The qualitative results for the proposed unsupervised video segmentation method are shown in Figs. 5, 6, 7, 8 and 9 for the SegTrack data set. Fig. 10 shows the segmented results with the red boundaries in original frames. Based on these results, we can observe that the proposed video segmentation method is able to successfully extract primary moving object in given video sequences. Next, a visual comparison of the proposed method with several other video segmentation methods which include [13, 40, 46] and [42], is provided in Fig. 11, where higher saliency probabilities are denoted by brighter pixels. As shown in this figure, the proposed method has better performance than other tested methods in terms of more accurately estimated saliency maps at pixel level within and on the contour of the objects in cluttered backgrounds. Another observation is that, the image saliency method [42] has obtained the worst performance among all tested methods, where the foreground objects cannot be precisely detected by saliency maps. This is due to the fact that the method of [42] does not take motion information into account and therefore results in degraded performance in locating object, especially when background and foreground have similar colors.

Furthermore, in order to quantitatively compare with other experimental results, we utilized the average per-frame pixel error rate for evaluation, which is the number of pixels misclassified comparing to the ground-truth segmentation [46], and is defined by

$$\begin{aligned} Error = \frac{XOR(m, GT)}{M} \end{aligned}$$

(19)

where m is the final result of each frame segmentation, and GT is the ground-truth segmentation result of the video, and M is the total number of frames in the video. The average per-frame pixel error rate can effectively estimate the approximation between segmentation results and the corresponding ground-truth. The smaller the error, the closer the segmentation result is to the ground truth.

Table 1 The average per-frame pixel error rate using the SegTrack data set by different segmentation methods

Full size table

We compare the proposed method quantitatively with other recent video segmentation methods including [7] and [30, 37, 40, 46]. Among those tested methods, [30] and [40, 46] are unsupervised, while [7] and [37] are supervised (i.e. an initial annotation is required for the first frame). In our experiments, for the tested segmentation methods, we adopted the same settings as in their original works.
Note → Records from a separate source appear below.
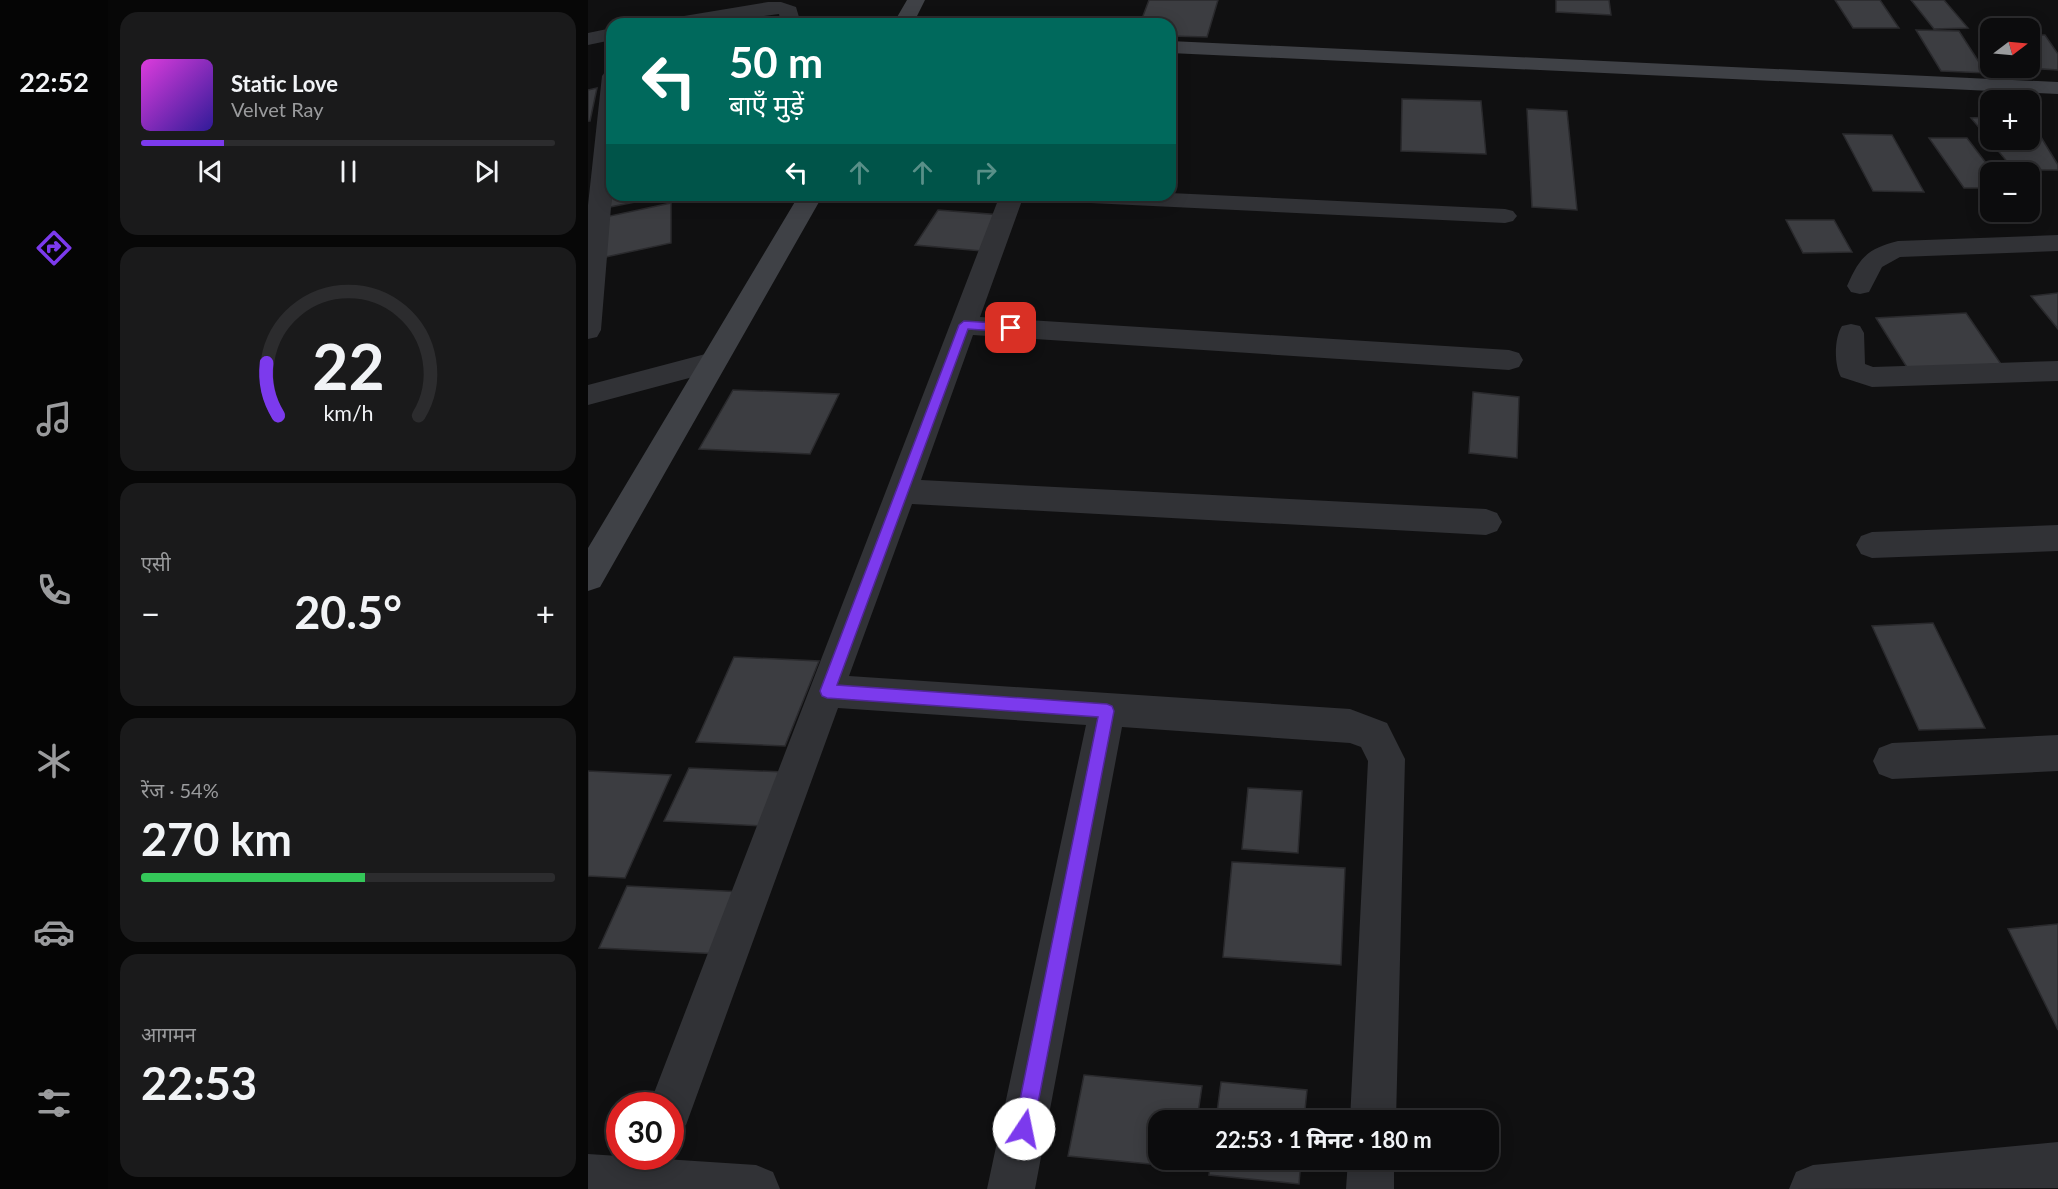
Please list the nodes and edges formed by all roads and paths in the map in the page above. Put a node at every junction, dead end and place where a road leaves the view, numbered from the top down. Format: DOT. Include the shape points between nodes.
graph roads {
  1 [pos="916,0"];
  2 [pos="708,18"];
  3 [pos="790,18"];
  4 [pos="906,18"];
  5 [pos="606,35"];
  6 [pos="588,39"];
  7 [pos="1176,47"];
  8 [pos="1176,64"];
  9 [pos="1777,84"];
  10 [pos="1804,85"];
  11 [pos="2058,88"];
  12 [pos="1980,102"];
  13 [pos="2040,105"];
  14 [pos="2058,106"];
  15 [pos="606,117"];
  16 [pos="602,144"];
  17 [pos="1176,200"];
  18 [pos="807,201"];
  19 [pos="1010,201"];
  20 [pos="1505,216"];
  21 [pos="2058,243"];
  22 [pos="1860,286"];
  23 [pos="964,325"];
  24 [pos="588,330"];
  25 [pos="1851,333"];
  26 [pos="1509,360"];
  27 [pos="713,362"];
  28 [pos="2058,370"];
  29 [pos="588,395"];
  30 [pos="902,491"];
  31 [pos="1486,522"];
  32 [pos="2058,538"];
  33 [pos="1872,545"];
  34 [pos="592,561"];
  35 [pos="827,691"];
  36 [pos="1107,711"];
  37 [pos="2058,753"];
  38 [pos="1893,761"];
  39 [pos="676,1092"];
  40 [pos="1373,1110"];
  41 [pos="2058,1166"];
  42 [pos="1371,1170"];
  43 [pos="646,1176"];
  44 [pos="588,1178"];
  45 [pos="756,1189"];
  46 [pos="1011,1189"];
  47 [pos="1370,1189"];
  48 [pos="1813,1189"];
  1 -- 4 [label="street"];
  2 -- 3 [label="street" via="768,8 781,8 789,12"];
  5 -- 6 [label="street"];
  7 -- 9 [label="street"];
  8 -- 9 [label="street"];
  9 -- 10 [label="street"];
  10 -- 11 [label="street"];
  10 -- 12 [label="street"];
  13 -- 14 [label="street"];
  15 -- 16 [label="street"];
  16 -- 24 [label="street"];
  17 -- 20 [label="street"];
  18 -- 27 [label="street"];
  19 -- 23 [label="street"];
  21 -- 22 [label="street" via="1898,249 1878,255"];
  23 -- 26 [label="street"];
  23 -- 30 [label="street"];
  25 -- 28 [label="street" via="1851,370 1872,378"];
  27 -- 29 [label="street"];
  27 -- 34 [label="street"];
  30 -- 31 [label="street"];
  30 -- 35 [label="street"];
  32 -- 33 [label="street"];
  35 -- 36 [label="street"];
  35 -- 39 [label="street"];
  36 -- 40 [label="street" via="1350,726 1374,735 1387,759"];
  36 -- 46 [label="street"];
  37 -- 38 [label="street"];
  41 -- 48 [label="street"];
  42 -- 47 [label="street"];
  43 -- 44 [label="street"];
  43 -- 45 [label="street"];
}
The comparison results are shown in Table 1. According to this table, for most cases, the proposed method provided better segmentation performance than the tested methods in terms of lower average per-frame pixel error rates. We may notice that our method performed slightly worse than [40] for the “girl” sequence, this might be caused by the large shape deformation of the primary object (i.e., the running girl) and therefore degraded the performance of the object region extraction step in our method. However, as we can observe from Table 1, our method was able to obtain better performance than [40] for the other tested video sequences.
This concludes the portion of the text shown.